The Clock is Ticking: How the Latest Labor Laws Impact Your Janitorial Company

On April 23, 2024, the U.S. Department of Labor (DOL) released its final rule, marking a significant change in the compensation thresholds for exempt employees under the federal Fair Labor Standards Act (FLSA). The new regulations are expected to affect over four million employees currently classified as exempt.

Current Regulations

Currently, to qualify as exempt from overtime pay requirements under the FLSA’s executive, administrative, or professional exemptions, employees must meet three criteria:

  1. Fulfill specific white-collar job duties.
  2. Receive salary or fee-based compensation (not hourly).
  3. Earn at least $684 per week (about $35,568 per year).

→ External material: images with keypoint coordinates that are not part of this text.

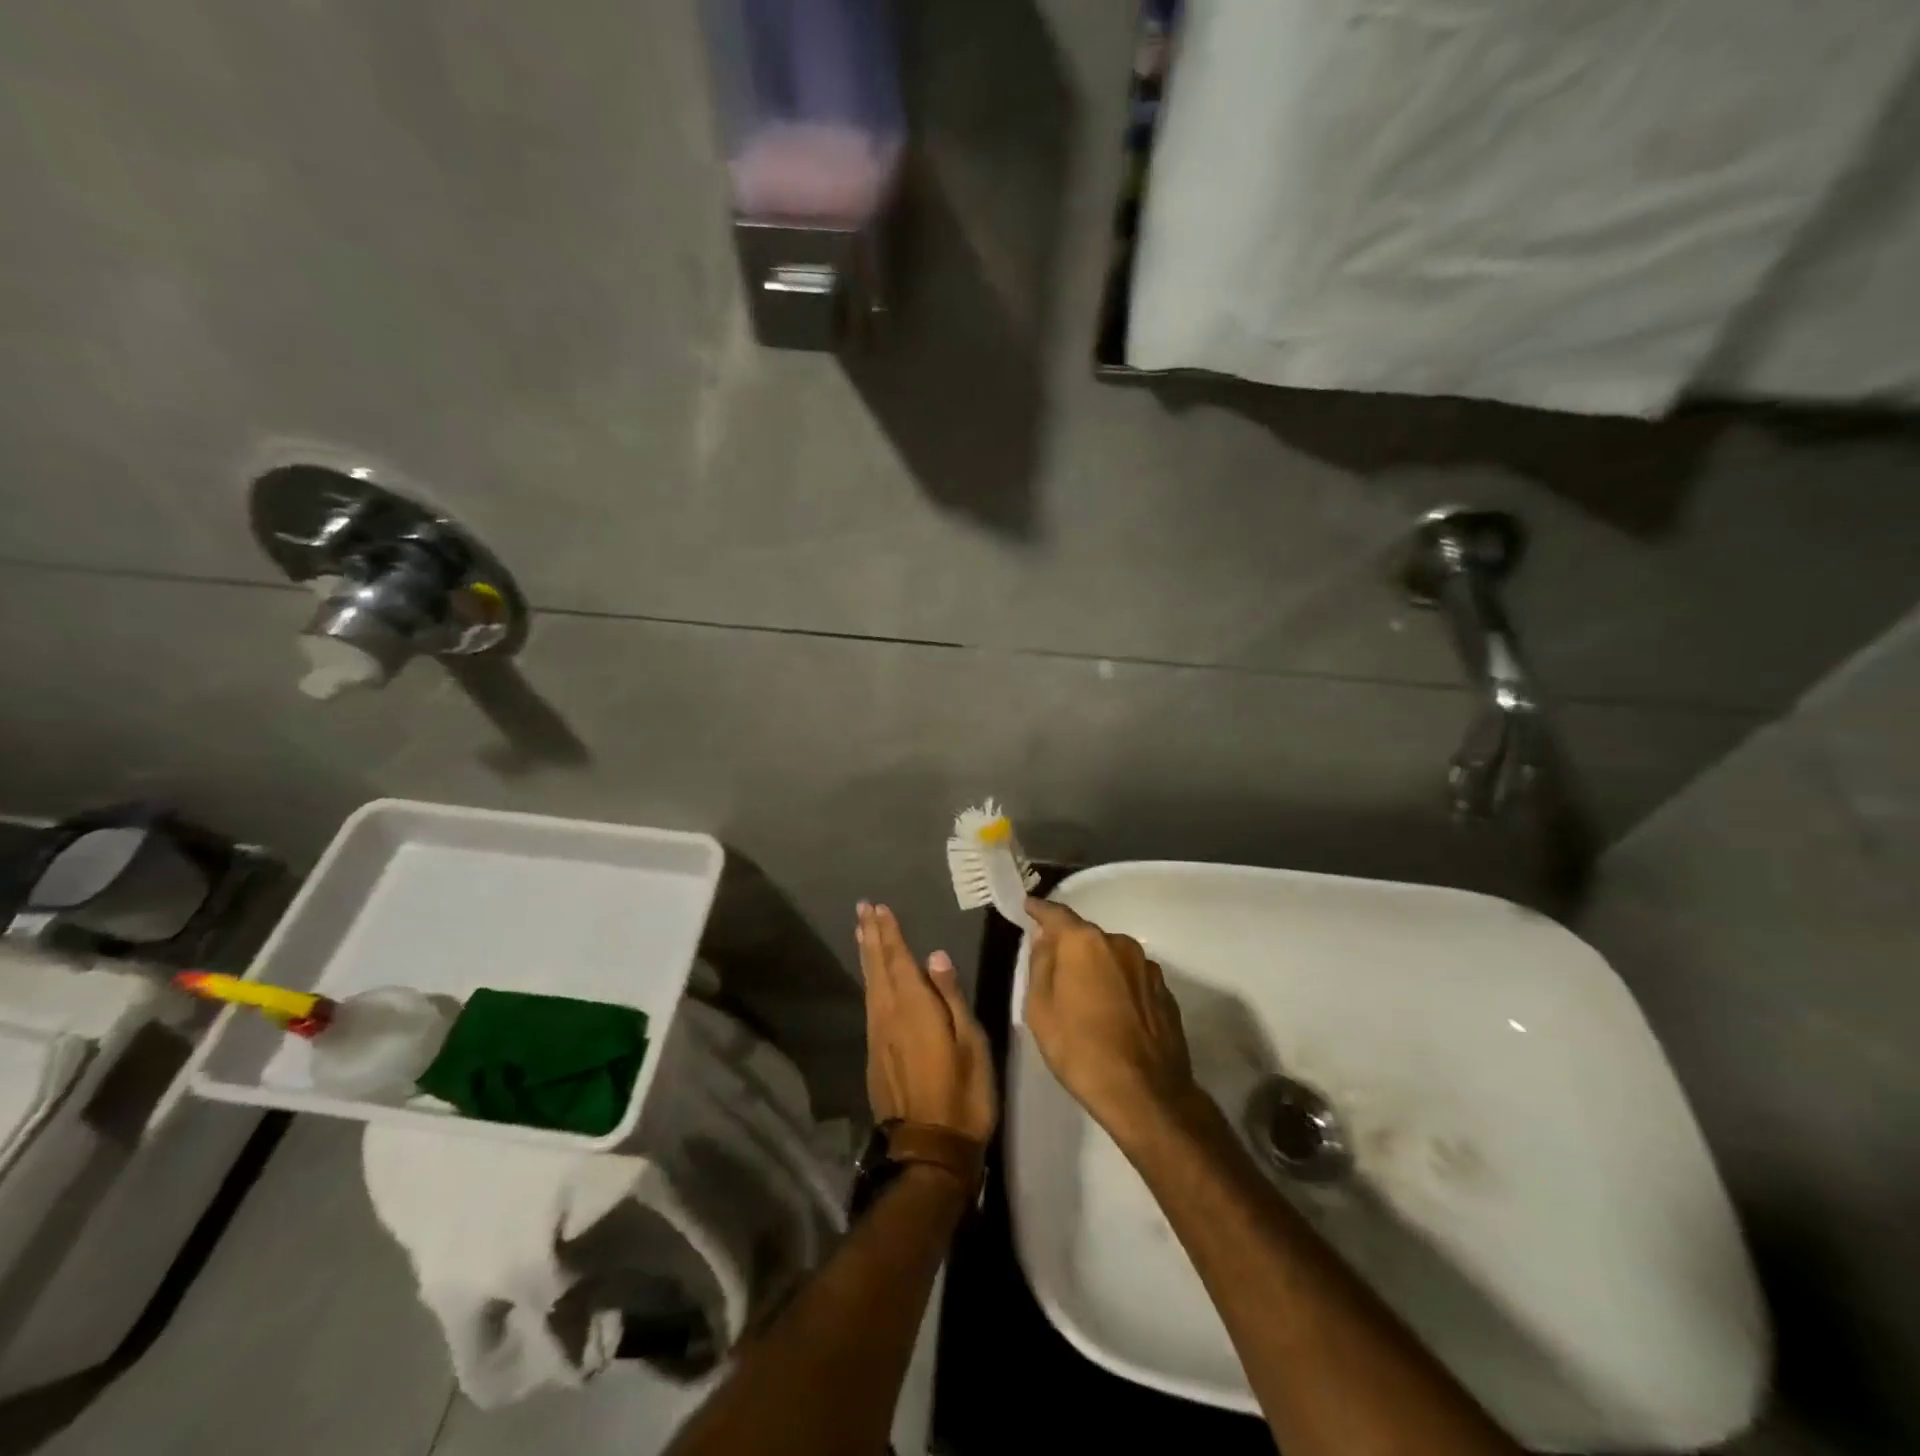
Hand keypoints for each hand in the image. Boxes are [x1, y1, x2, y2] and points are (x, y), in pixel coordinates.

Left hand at [856, 903, 995, 1143]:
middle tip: (862, 909)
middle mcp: (889, 1015)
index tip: (879, 908)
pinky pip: (870, 1004)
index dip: (890, 933)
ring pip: (870, 985)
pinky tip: (871, 979)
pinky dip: (869, 981)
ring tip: (862, 932)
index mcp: (914, 1007)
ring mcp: (878, 1036)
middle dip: (871, 936)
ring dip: (867, 956)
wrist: (929, 1151)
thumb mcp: (970, 1043)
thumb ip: (951, 997)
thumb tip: (935, 956)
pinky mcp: (875, 1055)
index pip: (899, 960)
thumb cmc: (963, 1093)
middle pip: (878, 968)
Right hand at [1023, 898, 1202, 1142]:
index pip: (1057, 914)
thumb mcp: (1040, 1009)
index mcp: (1084, 943)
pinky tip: (1111, 1014)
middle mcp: (1120, 944)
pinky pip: (1131, 979)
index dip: (1040, 910)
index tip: (1029, 907)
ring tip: (1084, 998)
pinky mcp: (1165, 993)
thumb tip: (1045, 939)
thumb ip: (1040, 964)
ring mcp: (1147, 968)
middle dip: (1069, 947)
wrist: (1145, 1094)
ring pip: (1112, 957)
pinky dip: (1118, 987)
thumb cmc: (1080, 1049)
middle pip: (1086, 937)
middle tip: (1053, 969)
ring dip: (1096, 968)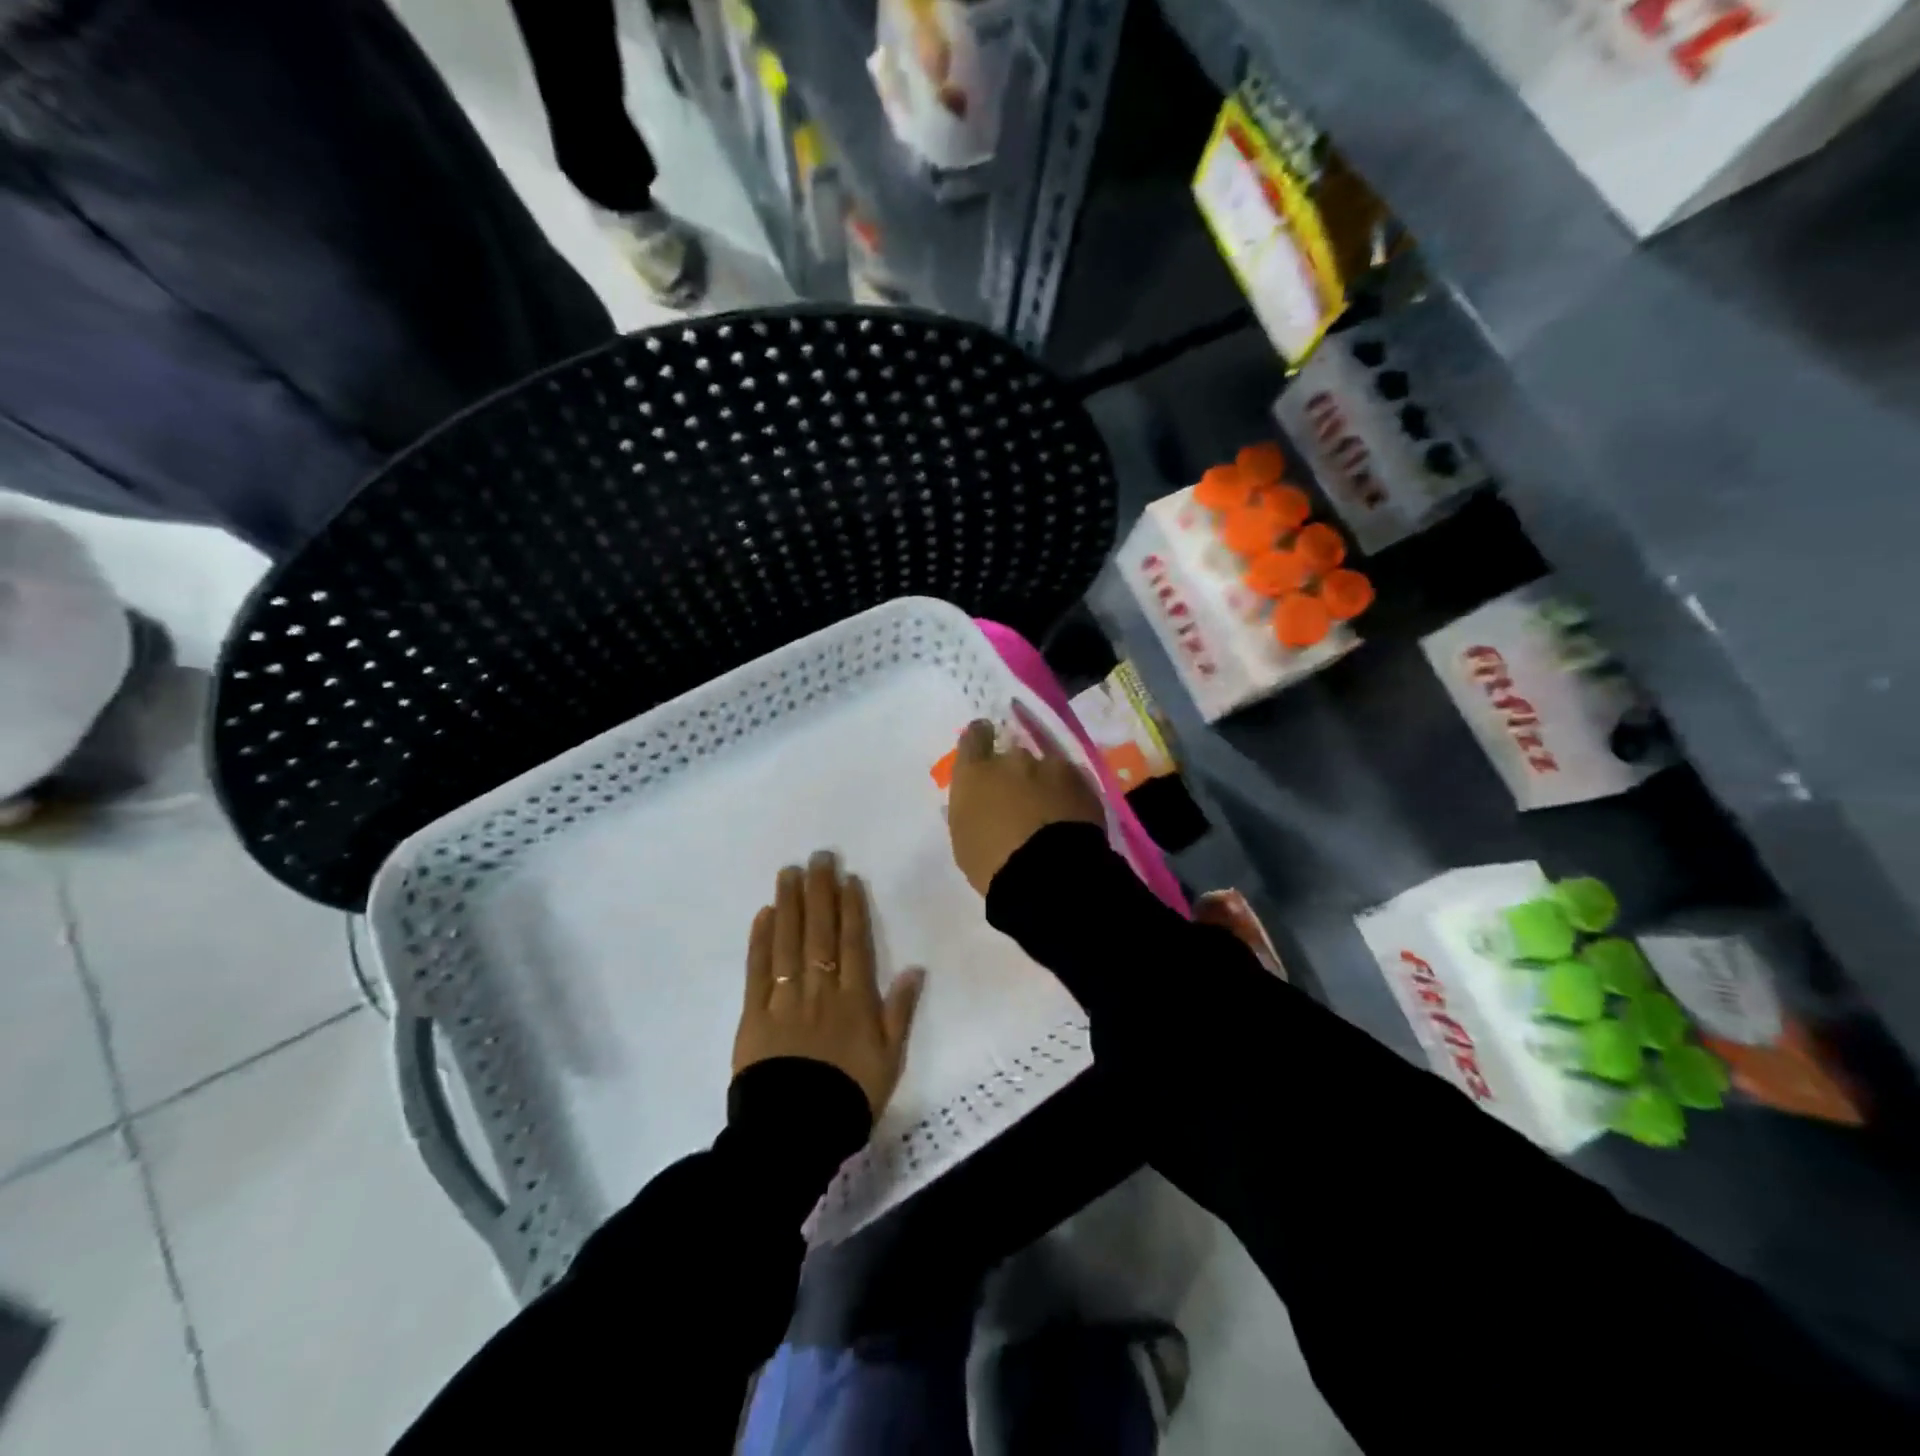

Exceptions exist for certain high-earning employees and specific professions like doctors, lawyers, and teachers.

DOL’s Final Rule

The DOL proposed significant increases to the compensation thresholds in August 2023. The final rule, issued in April 2024, implements two incremental increases:

  1. On July 1, 2024, the salary threshold rises to $844 per week ($43,888 annually) for white-collar exemptions.
  2. On January 1, 2025, it further increases to $1,128 per week ($58,656 annually). Additionally, The rule includes provisions for automatic updates every three years, starting from July 1, 2027, based on current earnings data, with room for flexibility based on economic conditions.


What’s Next

Despite the July 1, 2024 effective date, legal challenges are expected, and changes in administration or congressional action could impact the rule’s implementation, as seen with previous administrations.

Employer Action Plan

To prepare for potential changes:

  1. Identify exempt employees who may no longer qualify under the new thresholds.
  2. Estimate the additional costs of reclassification or salary adjustments.
  3. Determine appropriate actions for affected employees, such as reclassification, salary adjustments, or work restructuring.
  4. Plan salary adjustments in stages or all at once, considering both July 1 and January 1 thresholds.
  5. Prepare for potential payroll increases by assessing possible cost-cutting measures.
  6. Plan for organizational adjustments like stricter work regulations and timekeeping training for reclassified employees.
  7. Consider conducting wage-and-hour audits to address any existing misclassifications.
  8. Be aware of potentially stricter state-level regulations that may override federal standards.


Conclusion

The new DOL rule brings significant changes that necessitate proactive planning and adaptation from commercial janitorial company owners to ensure compliance and mitigate potential impacts on their businesses.